ちょっとヒトコト…フタコト…ミコト ~N0.18~  イワサキヒラタヘビ

-No.1904-
★2018年12月08日(土曜日)
★11.3.11フクシマから → 2830日
★ オリンピックTOKYOまで →  594日






★ぼくは、爬虫類は苦手なのだ!★

 けれど…
 〝右利きのヘビ〟の生態を撮った映像には、思わず魅きつけられてしまった。

 イワサキセダカヘビといって、体長は50cmくらい。
 スマートな細身で、色(淡い褐色)柄(しゃれた縦縞)ともに卑しからず、くわえて牙に毒をもたないことが、なにより気に入った理由かも知れない。

 なにしろ、ぼくは学生時代に、南西諸島(薩南諸島)吐噶喇〔とから〕列島・宝島で、友だち3人と40日間をすごしたことがあるのだが。
 その間じゅう、猛毒ハブ(それでも奄美のハブ毒に比べればなんぼかマシという)との遭遇を怖れる毎日。借家した家の天井裏で、ある晩、ネズミを丸呑みにするハブを目撃したこともあった……

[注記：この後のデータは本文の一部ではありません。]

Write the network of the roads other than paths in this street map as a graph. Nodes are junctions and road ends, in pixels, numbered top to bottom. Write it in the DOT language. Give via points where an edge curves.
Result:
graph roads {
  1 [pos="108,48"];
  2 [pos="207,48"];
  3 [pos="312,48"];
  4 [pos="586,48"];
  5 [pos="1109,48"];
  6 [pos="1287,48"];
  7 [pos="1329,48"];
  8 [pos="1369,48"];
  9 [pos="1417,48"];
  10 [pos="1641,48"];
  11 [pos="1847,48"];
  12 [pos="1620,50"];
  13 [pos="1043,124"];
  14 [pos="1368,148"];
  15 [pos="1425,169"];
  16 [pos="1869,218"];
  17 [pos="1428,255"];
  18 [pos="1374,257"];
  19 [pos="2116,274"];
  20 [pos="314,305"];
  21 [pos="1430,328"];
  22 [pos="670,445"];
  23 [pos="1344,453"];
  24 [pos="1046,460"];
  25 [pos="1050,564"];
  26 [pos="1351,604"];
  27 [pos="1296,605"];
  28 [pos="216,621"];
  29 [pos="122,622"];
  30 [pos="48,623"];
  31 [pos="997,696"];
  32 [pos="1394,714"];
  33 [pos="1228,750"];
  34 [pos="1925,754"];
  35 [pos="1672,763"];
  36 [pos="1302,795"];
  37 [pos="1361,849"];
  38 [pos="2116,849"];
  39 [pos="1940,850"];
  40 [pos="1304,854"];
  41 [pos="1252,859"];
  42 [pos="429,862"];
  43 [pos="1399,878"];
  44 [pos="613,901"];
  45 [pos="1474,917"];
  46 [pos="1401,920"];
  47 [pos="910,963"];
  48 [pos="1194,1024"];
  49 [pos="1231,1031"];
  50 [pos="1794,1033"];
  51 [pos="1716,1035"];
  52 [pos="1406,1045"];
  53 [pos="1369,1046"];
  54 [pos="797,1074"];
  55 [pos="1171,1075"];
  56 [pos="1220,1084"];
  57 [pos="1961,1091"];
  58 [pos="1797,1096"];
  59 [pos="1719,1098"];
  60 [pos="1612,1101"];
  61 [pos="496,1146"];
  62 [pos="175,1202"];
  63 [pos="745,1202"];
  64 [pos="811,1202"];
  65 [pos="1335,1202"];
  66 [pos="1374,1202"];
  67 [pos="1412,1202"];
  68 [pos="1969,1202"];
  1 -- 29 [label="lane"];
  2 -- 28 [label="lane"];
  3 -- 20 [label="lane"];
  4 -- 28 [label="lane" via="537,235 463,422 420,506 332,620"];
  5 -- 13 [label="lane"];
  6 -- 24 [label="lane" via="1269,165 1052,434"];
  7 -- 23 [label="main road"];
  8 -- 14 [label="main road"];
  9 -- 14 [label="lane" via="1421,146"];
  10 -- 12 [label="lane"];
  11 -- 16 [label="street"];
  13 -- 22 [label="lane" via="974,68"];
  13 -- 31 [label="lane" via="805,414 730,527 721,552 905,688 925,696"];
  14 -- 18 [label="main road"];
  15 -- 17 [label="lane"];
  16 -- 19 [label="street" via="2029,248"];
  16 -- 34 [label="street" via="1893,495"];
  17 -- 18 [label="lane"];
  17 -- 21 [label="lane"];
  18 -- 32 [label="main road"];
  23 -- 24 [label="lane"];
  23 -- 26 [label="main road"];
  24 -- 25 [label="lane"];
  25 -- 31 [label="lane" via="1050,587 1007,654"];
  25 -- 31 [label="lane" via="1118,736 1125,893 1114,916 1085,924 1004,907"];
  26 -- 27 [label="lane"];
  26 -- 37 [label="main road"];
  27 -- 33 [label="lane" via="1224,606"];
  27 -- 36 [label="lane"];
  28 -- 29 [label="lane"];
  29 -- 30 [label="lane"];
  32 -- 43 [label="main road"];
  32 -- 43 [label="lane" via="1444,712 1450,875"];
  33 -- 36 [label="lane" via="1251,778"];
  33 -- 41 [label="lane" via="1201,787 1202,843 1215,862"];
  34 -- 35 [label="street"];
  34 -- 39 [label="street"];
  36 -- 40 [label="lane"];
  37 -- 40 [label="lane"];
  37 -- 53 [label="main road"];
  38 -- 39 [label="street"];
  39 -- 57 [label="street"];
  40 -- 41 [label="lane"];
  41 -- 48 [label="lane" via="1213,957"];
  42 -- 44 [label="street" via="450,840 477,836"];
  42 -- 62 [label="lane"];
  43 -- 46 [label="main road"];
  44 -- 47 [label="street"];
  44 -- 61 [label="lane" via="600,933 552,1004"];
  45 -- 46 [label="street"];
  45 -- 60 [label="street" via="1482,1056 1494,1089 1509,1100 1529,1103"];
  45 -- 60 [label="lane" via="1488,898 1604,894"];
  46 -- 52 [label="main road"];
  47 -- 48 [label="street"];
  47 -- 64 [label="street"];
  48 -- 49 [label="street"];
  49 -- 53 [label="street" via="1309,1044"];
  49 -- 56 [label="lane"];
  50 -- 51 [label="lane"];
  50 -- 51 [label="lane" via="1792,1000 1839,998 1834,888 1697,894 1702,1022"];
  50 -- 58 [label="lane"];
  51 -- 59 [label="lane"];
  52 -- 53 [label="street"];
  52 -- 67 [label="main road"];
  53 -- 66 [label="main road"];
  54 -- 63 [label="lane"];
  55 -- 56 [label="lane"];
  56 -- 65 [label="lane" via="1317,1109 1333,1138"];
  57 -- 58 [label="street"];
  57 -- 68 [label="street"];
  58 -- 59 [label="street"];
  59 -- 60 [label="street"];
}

 イワサキセダカヘビも南西諸島の、石垣島西表島だけに棲息する日本固有種。
 とはいえ、同じく夜行性ながらハブとはちがって、餌に捕食するのはほとんどがカタツムリという、変わり者。
 飼育下だと1日に4~5個は食べるそうな。

 <右利き>で<カタツムリが好物>といえば、勘のいい方は、ハハァ…と気づかれるかも知れない。
 そうなのだ。

 イワサキセダカヘビはカタツムリを捕まえる(…のはやさしい)と、上顎を殻に引っ掛け(それに都合のいいように上顎の歯は一部が消滅)、下顎の歯をカタツムリの殻のなかに挿し込んで、殻を割ることなしに、軟体部を器用に抜き出して喰ってしまう。
 
 そのために下顎の歯は、左側が平均25本あるのに対して、右側は18本しかない。
 カタツムリを喰う場面の映像では、そこんところの詳細がいまひとつ、わかりかねるのがザンネンながら。
 一滴の血?も流さずに、きれいにペロリ、みごとな食餌マナーを見せる。

 これ、つまり。
 左巻きに比べ、圧倒的に多い右巻きのカタツムリを効率よく捕食するための、ひじょうに高度な特殊化である、という。
 (そのかわり、左巻きのカタツムリの捕食には、けっして成功しない)

 しかも、この話し。
 サゲ(落語のオチですな)も気が利いている…想像できますかぃ。

 こんどは、カタツムリの方が殻の左巻きが多くなって、これはきっと、イワサキセダカヘビの食害を逃れるための進化にちがいない…と。

  …………

 なお、このイワサキセダカヘビの「イワサキ」は、明治時代の石垣気象台所長、岩崎卓爾さんの名が冠されたもの。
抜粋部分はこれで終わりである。